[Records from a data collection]

━━━━━━━━━━━━━━━━━━━━━━━━━━━━━━

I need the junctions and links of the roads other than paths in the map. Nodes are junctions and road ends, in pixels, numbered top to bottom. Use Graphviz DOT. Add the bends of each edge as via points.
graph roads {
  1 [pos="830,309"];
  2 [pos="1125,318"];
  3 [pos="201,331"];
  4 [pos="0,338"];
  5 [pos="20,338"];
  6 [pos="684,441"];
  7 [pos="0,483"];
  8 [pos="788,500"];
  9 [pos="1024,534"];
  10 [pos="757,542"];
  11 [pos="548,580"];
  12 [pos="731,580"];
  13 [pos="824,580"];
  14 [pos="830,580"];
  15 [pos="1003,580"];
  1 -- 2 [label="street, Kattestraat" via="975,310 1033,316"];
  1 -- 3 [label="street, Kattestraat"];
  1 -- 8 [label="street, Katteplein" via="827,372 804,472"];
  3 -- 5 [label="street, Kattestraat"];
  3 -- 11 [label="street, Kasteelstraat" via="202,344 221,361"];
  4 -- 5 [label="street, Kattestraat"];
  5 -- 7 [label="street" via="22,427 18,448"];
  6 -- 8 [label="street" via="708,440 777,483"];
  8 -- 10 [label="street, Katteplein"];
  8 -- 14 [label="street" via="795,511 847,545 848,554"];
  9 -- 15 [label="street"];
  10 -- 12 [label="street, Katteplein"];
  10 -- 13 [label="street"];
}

━━━━━━━━━━━━━━━━━━━━━━━━━━━━━━

▶ [Exercise]:
Each line of the data above is to be duplicated exactly.

▶ [Expected output]:
I need the junctions and links of the roads other than paths in the map. Nodes are junctions and road ends, in pixels, numbered top to bottom. Use Graphviz DOT. Add the bends of each edge as via points.
graph roads {
  1 [pos="830,309"];
  2 [pos="1125,318"];
  3 [pos="201,331"];
  4 [pos="0,338"];
  5 [pos="20,338"];
  6 [pos="684,441"];
  7 [pos="0,483"];
  8 [pos="788,500"];
  9 [pos="1024,534"];
  10 [pos="757,542"];
  11 [pos="548,580"];
  12 [pos="731,580"];
  13 [pos="824,580"];
  14 [pos="830,580"];
  15 [pos="1003,580"];
  1 -- 2 [label="street, Kattestraat" via="975,310 1033,316"];
  1 -- 3 [label="street, Kattestraat"];
  1 -- 8 [label="street, Katteplein" via="827,372 804,472"];
  3 -- 5 [label="street, Kattestraat"];
  3 -- 11 [label="street, Kasteelstraat" via="202,344 221,361"];
  4 -- 5 [label="street, Kattestraat"];
  5 -- 7 [label="street" via="22,427 18,448"];
  6 -- 8 [label="street" via="708,440 777,483"];
  8 -- 10 [label="street, Katteplein"];
  8 -- 14 [label="street" via="795,511 847,545 848,554"];
  9 -- 15 [label="street"];
  10 -- 12 [label="street, Katteplein"];
  10 -- 13 [label="street"];
}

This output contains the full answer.